Tank : Corner Cylinder 95 Gallons 
Temp : 75 Degrees 
pH : 7 
Ammonia : 0 
Nitrite : 0
Nitrate : 10-20 
Subtrate : Gravel 
Filters : Cascade 1000 External 265 GPH 
Jebao External 200 GPH (not in use, ready if needed)

Fish Population (measurements are approximate, do I measure including or excluding the fin?)

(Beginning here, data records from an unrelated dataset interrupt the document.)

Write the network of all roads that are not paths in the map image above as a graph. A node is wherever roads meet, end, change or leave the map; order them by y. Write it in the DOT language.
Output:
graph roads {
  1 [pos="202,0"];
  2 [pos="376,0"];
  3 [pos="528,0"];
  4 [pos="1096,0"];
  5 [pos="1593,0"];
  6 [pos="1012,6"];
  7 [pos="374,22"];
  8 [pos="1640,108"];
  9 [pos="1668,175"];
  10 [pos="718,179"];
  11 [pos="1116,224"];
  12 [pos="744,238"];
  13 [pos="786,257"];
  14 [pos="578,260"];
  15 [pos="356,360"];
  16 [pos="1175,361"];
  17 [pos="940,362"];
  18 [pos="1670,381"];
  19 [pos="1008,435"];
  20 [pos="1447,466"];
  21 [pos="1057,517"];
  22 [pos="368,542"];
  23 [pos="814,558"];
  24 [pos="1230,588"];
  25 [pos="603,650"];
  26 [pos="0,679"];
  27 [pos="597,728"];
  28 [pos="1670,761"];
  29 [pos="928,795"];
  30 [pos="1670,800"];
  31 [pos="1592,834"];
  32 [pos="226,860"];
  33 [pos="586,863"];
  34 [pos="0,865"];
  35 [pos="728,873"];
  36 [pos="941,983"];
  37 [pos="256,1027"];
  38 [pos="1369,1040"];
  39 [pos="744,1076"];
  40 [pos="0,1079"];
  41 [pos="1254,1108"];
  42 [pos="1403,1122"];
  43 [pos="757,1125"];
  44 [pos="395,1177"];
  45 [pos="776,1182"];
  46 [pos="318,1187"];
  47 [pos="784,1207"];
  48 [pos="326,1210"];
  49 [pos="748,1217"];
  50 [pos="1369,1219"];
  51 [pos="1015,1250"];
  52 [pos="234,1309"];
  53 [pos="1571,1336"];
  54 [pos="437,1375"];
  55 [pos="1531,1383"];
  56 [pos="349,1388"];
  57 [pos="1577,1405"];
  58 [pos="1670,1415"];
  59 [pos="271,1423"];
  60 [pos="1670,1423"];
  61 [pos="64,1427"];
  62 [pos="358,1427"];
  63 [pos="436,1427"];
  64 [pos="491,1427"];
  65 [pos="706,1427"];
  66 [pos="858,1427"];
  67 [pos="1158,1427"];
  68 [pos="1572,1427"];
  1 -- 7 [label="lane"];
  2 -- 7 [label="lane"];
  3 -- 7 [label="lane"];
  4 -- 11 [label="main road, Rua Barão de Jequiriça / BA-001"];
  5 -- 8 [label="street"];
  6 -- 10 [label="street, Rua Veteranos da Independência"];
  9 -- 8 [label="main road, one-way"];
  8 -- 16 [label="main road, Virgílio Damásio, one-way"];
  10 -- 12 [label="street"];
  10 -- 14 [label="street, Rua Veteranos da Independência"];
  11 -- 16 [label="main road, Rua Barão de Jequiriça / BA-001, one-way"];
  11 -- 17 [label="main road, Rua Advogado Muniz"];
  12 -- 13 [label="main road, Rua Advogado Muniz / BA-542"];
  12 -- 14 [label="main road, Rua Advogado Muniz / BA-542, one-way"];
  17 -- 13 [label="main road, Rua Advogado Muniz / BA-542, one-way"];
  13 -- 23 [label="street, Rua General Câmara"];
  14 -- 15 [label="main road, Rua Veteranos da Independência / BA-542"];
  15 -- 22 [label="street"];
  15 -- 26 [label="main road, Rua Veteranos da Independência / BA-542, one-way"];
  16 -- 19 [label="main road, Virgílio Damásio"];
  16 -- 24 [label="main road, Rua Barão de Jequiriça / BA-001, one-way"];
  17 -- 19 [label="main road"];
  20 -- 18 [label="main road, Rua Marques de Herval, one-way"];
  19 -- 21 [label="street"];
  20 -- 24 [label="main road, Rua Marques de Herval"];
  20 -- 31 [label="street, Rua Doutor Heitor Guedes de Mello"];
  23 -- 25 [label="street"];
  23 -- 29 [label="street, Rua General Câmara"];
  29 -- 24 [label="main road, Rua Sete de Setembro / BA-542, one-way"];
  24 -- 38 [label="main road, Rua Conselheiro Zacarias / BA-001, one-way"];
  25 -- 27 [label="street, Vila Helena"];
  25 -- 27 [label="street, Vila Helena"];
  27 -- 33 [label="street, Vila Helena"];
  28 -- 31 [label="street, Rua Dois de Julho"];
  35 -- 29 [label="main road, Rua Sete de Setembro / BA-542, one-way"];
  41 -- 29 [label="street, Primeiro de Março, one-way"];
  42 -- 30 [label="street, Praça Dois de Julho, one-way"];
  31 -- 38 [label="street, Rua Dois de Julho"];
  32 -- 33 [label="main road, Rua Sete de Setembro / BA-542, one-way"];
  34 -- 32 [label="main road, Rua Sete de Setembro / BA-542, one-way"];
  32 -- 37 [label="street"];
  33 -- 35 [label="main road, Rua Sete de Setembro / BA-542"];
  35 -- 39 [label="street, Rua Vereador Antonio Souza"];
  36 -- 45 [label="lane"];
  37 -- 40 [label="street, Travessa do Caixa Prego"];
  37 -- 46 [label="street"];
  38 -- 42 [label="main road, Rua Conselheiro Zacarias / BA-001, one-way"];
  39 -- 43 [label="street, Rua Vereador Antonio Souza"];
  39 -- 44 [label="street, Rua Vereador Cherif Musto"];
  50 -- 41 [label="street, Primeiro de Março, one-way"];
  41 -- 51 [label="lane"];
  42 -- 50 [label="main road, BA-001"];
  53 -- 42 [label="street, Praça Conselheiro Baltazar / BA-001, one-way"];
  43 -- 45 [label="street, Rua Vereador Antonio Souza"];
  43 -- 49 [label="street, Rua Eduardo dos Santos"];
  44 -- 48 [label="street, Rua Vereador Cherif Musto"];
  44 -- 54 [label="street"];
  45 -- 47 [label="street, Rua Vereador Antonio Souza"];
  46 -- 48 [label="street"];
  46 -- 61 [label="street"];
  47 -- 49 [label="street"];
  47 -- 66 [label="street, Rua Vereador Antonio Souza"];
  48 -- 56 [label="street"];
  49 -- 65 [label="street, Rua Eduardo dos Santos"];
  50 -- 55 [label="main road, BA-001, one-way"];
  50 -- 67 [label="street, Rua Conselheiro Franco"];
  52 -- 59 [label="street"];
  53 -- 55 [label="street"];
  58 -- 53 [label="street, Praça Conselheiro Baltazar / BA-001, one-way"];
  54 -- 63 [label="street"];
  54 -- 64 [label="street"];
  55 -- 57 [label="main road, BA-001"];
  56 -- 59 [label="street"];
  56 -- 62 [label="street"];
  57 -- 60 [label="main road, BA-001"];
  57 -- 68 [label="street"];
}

Tiger Oscar (3-4 inches, adult size 12)	
3 Silver Dollars	(2-2.5 inches, adult size 6)
Blood Parrot (3-4 inches, adult size 8 )	
Electric Blue Jack Dempsey (2-2.5 inches, adult size 8 )	
Orange Shoulder Severum (3 inches, adult size 8, currently not in the tank will be arriving next week) http://www.imperialtropicals.com/AmericanHTML/OrangeShoulderSeverum.html
Rhino Pleco (3-4 inches, adult size 11, currently not in the tank will be arriving next week) http://www.imperialtropicals.com/PlecosHTML/RhinoPleco.html
Approximately 65 inches in total when all fish are fully grown.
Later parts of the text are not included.